» **WHAT YOU NEED TO DO**:
What lines in the data below mention the string "Left"? Copy them out.

--------------------------------

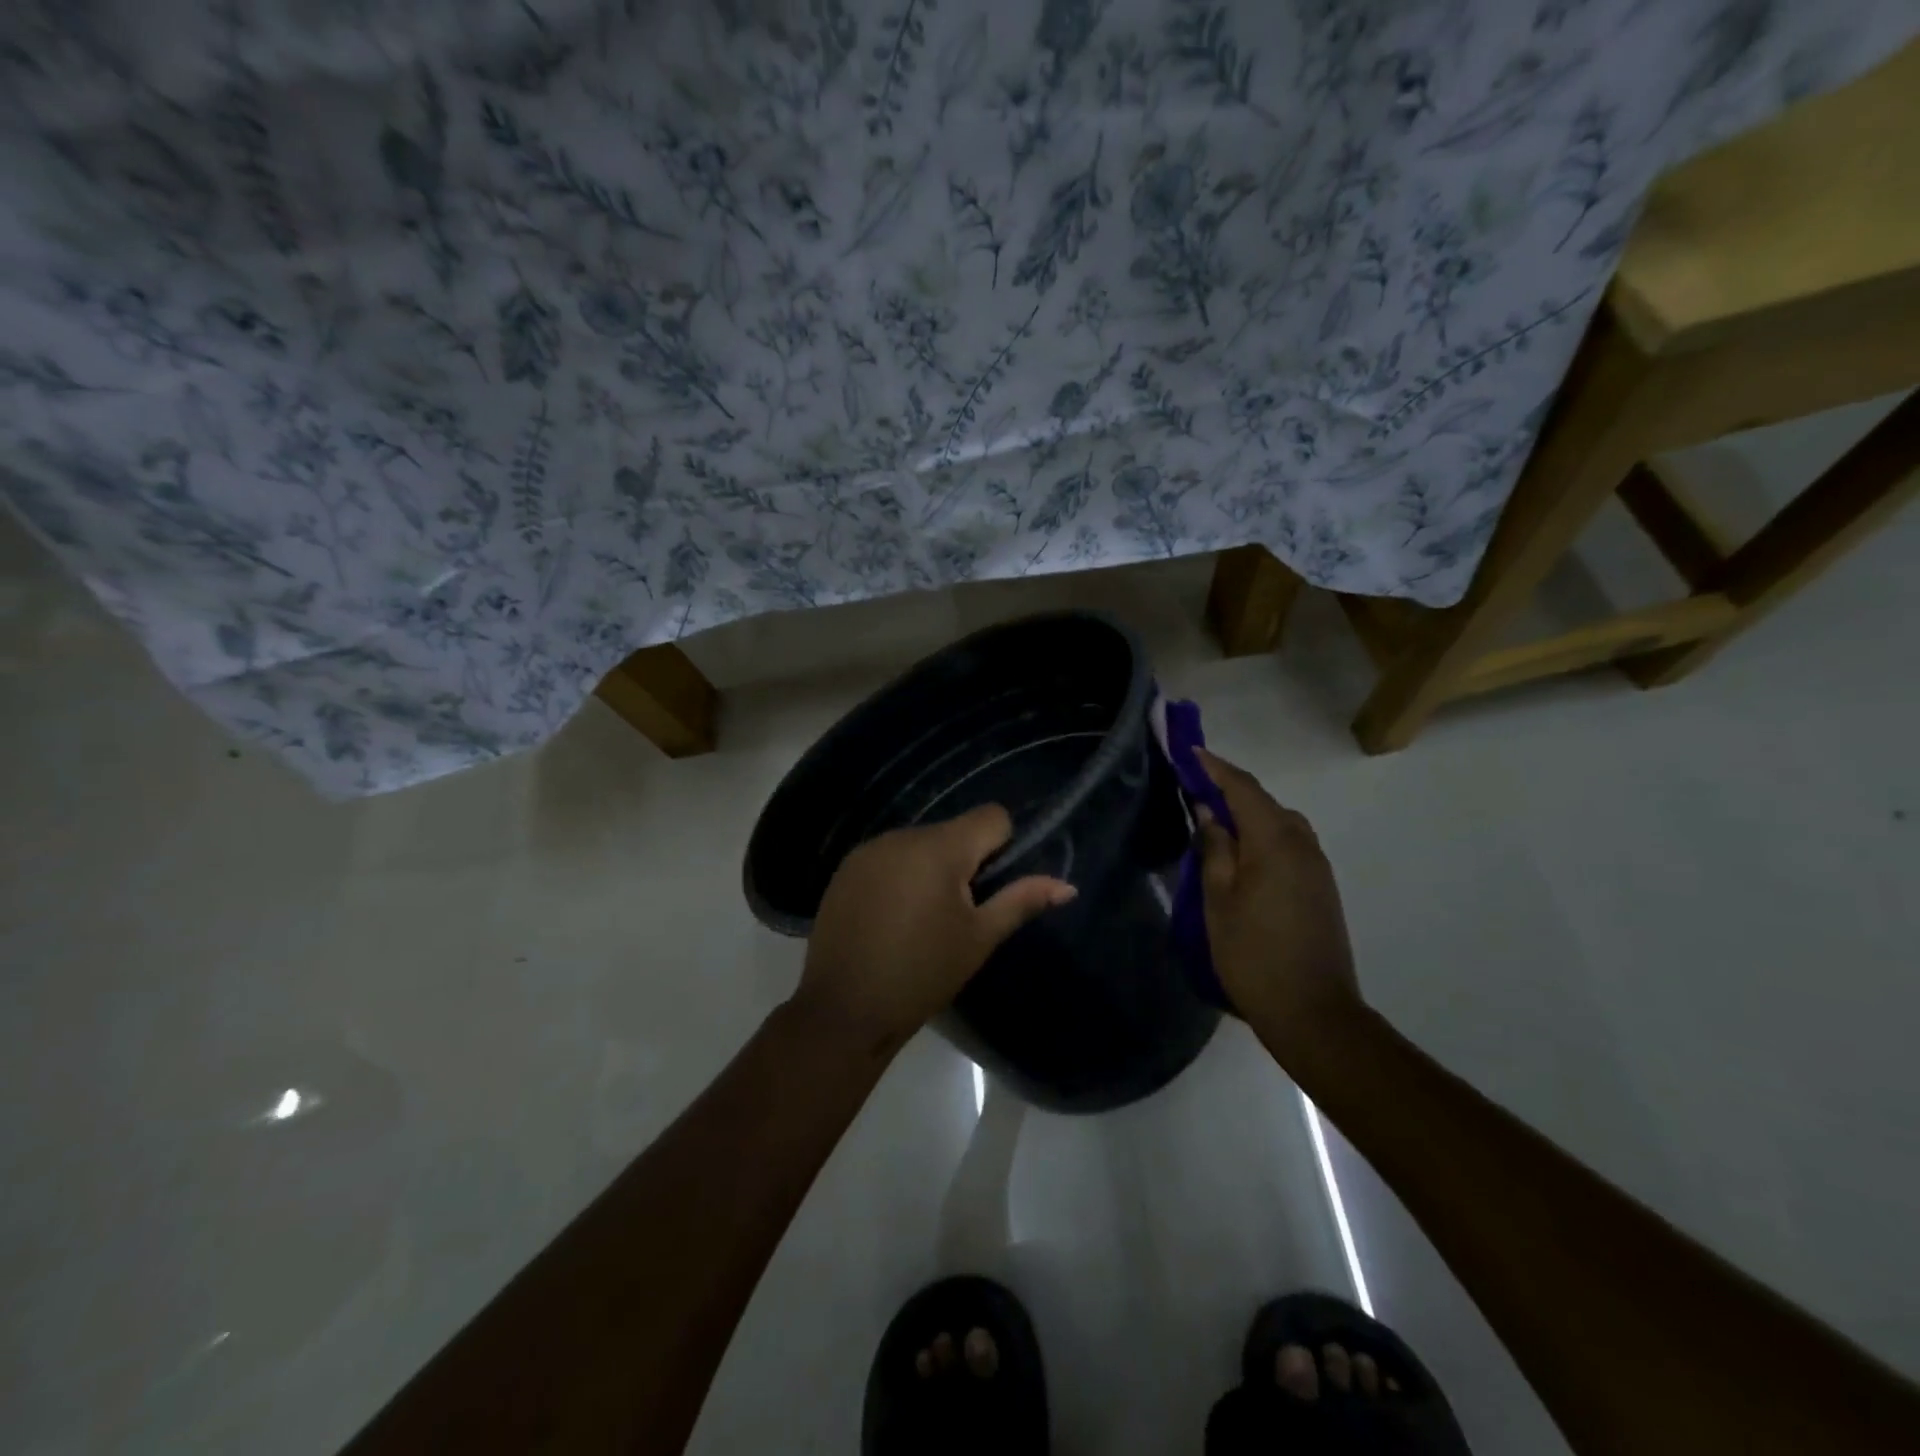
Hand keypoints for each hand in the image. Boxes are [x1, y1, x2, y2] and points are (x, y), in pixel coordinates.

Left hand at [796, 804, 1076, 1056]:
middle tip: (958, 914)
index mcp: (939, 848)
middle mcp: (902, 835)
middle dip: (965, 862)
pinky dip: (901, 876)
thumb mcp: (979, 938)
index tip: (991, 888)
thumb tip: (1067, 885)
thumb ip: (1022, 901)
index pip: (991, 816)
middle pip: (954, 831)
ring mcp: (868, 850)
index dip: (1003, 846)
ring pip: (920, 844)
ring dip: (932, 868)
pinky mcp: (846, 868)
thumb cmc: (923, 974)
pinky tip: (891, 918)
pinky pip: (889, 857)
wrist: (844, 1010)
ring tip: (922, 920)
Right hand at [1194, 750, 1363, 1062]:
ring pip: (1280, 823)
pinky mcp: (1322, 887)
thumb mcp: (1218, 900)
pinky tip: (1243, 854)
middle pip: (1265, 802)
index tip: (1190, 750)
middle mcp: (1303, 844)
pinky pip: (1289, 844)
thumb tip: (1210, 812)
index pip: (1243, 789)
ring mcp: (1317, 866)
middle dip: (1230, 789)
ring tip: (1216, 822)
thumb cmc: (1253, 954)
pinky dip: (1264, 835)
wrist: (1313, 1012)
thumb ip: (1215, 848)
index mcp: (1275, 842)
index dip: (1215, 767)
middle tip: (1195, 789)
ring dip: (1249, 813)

--------------------------------

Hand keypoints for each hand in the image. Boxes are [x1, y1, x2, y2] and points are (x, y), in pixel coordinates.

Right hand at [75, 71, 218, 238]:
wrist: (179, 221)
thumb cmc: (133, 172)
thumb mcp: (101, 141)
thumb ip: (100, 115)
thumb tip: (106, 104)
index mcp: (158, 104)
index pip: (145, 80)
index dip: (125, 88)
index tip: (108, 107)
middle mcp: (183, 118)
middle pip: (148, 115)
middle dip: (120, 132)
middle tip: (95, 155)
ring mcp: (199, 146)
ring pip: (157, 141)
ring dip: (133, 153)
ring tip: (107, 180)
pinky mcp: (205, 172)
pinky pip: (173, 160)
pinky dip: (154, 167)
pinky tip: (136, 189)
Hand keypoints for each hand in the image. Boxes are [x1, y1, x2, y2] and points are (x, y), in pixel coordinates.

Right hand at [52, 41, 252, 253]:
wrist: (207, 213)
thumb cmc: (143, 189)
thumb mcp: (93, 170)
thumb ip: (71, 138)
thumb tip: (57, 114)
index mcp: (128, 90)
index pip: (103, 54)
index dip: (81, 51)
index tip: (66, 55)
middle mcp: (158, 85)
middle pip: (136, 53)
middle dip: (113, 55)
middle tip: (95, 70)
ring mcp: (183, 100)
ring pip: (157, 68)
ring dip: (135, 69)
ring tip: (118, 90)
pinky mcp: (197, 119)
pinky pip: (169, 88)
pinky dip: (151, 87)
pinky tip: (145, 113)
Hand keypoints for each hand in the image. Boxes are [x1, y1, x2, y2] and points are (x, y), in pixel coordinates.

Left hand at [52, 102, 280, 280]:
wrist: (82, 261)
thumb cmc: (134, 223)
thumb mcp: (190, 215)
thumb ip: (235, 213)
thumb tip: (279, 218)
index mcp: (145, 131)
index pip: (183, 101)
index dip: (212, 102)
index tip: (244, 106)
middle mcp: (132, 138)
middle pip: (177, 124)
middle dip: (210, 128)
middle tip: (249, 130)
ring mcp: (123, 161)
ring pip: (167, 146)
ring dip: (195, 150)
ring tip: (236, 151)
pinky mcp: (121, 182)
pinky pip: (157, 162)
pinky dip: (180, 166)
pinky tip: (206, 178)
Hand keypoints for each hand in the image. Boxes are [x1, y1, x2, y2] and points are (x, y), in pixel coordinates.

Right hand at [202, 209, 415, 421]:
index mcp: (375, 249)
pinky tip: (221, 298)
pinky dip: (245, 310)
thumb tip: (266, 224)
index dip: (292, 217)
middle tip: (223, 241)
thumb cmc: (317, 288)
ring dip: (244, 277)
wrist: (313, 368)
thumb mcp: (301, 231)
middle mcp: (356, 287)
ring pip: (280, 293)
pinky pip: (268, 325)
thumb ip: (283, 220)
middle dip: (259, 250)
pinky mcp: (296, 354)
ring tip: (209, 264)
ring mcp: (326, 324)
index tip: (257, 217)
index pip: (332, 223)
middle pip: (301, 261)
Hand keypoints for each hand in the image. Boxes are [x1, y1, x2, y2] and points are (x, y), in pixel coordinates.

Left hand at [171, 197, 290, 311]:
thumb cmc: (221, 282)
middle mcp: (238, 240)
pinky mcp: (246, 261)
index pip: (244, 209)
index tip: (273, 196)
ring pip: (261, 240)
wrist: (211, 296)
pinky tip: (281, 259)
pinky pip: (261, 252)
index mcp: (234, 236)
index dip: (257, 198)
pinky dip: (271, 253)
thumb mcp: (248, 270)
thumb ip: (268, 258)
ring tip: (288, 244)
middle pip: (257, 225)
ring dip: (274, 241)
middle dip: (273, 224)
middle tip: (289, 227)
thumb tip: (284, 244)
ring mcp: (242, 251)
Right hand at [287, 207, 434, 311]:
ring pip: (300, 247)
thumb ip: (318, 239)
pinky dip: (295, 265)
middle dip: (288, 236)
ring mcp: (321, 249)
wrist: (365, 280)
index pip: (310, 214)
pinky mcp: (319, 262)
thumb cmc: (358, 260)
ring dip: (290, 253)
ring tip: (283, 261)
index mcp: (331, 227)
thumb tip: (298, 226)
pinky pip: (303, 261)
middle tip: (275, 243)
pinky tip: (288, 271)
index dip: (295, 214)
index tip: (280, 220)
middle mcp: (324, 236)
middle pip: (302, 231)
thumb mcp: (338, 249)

--------------------------------

» **COMPLETED EXERCISE**:
Left hand at [796, 804, 1076, 1056]:
Left hand at [52, 102, 280, 280]:
Left hand at [171, 197, 290, 311]:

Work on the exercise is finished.